Questa parrebbe l’emergenza italiana in questo momento. Sconfiggere questo virus con ogni mezzo necessario. Il “Gender” non esiste. Esistono i generi come imposizione culturale, esiste la famiglia etero, i figli etero, pazienza se cresceranno un po’ bulli e non impareranno mai ad avere rispetto di chi non gli somiglia, peccato se cresceranno convinti di essere sbagliati, nel caso in cui a uno di loro verrà in mente di innamorarsi di una persona dello stesso sesso, peccato che vivranno in un mondo in cui non potranno fare altro che seguire una norma imposta dall’alto in senso ideologico e che non lascia alcuna libertà. Peccato che il destino delle bambine sarà sempre segnato dal ruolo “naturale” che viene loro imposto, riproduttrici e aventi cura di chiunque, e quello dei bambini di mostrarsi machi, etero, vigorosi e capifamiglie. Peccato che il presente, passato, futuro sia immutabile in nome di culture che cantano la gioia ma trasmettono la paura, raccontano l’accettazione ma insegnano il rifiuto dell’altro, spacciano felicità e condannano all’infelicità milioni di persone che non seguono quei diktat. 

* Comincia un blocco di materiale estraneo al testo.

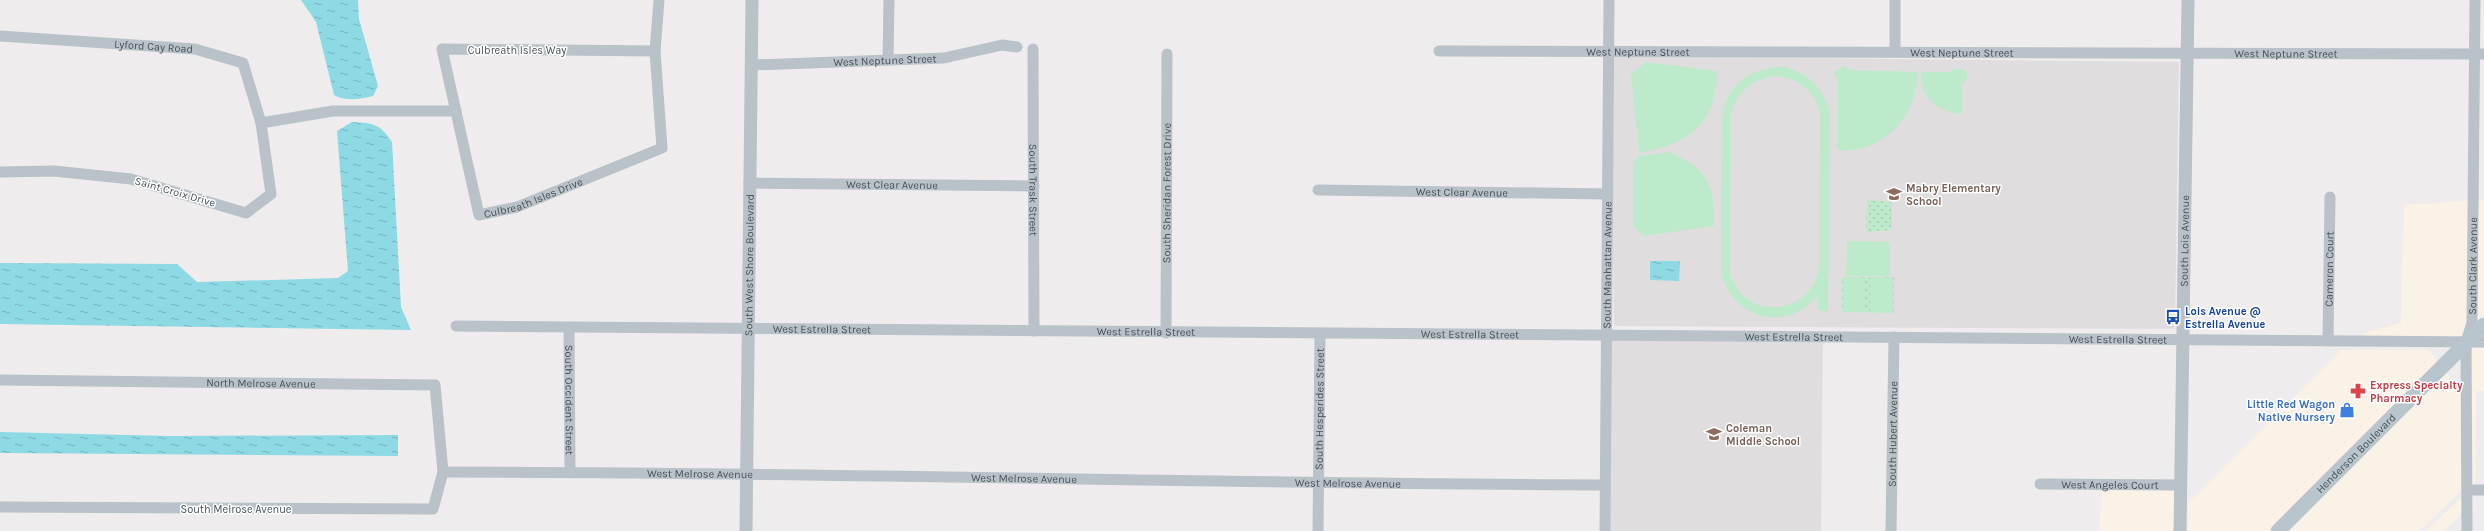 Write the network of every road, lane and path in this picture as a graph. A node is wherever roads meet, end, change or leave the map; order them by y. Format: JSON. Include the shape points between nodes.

Voglio cantare anch’io una canzone che non sia all’insegna della passività. Non starò in riva ad un fiume ad aspettare un “Lui” che mi salvi e illumini il mio cammino. Non starò lì a pietire la richiesta di un minimo di prospettiva, apertura mentale, disponibilità, al ministero che dovrebbe parlare della scuola come luogo “pubblico”. Se tanta gente laica che paga le tasse non ha diritto ad una scuola in cui noi scegliamo quello che può essere insegnato ai nostri figli, se la cultura che deve prevalere è sempre quella cattolica, già ampiamente diffusa nelle scuole “private”, forse sarebbe utile ragionare di come e dove la gente potrà e dovrà dare le tasse. Le tasse corrispondono un servizio. Se quel servizio non c’è allora quelle tasse sono un furto, ovvero è lo Stato che prende soldi alla gente per pagare una scuola che viene usata per la diffusione di un credo che non mi/ci corrisponde. Dunque che si fa? 

Genitori, alunni, insegnanti, volete una scuola laica oppure no? Volete una scuola in cui si parli di rispetto per ogni genere, persona, etnia e cultura o dobbiamo continuare a subire tutto questo? 

L’ho già scritto e lo ripeto: bello che una suora evangelizzi il mondo attraverso mezzi di comunicazione di massa. Quando avverrà che la Chiesa sarà così tollerante da ricevere in visita e dare parola ad una femminista presso una delle loro sedi?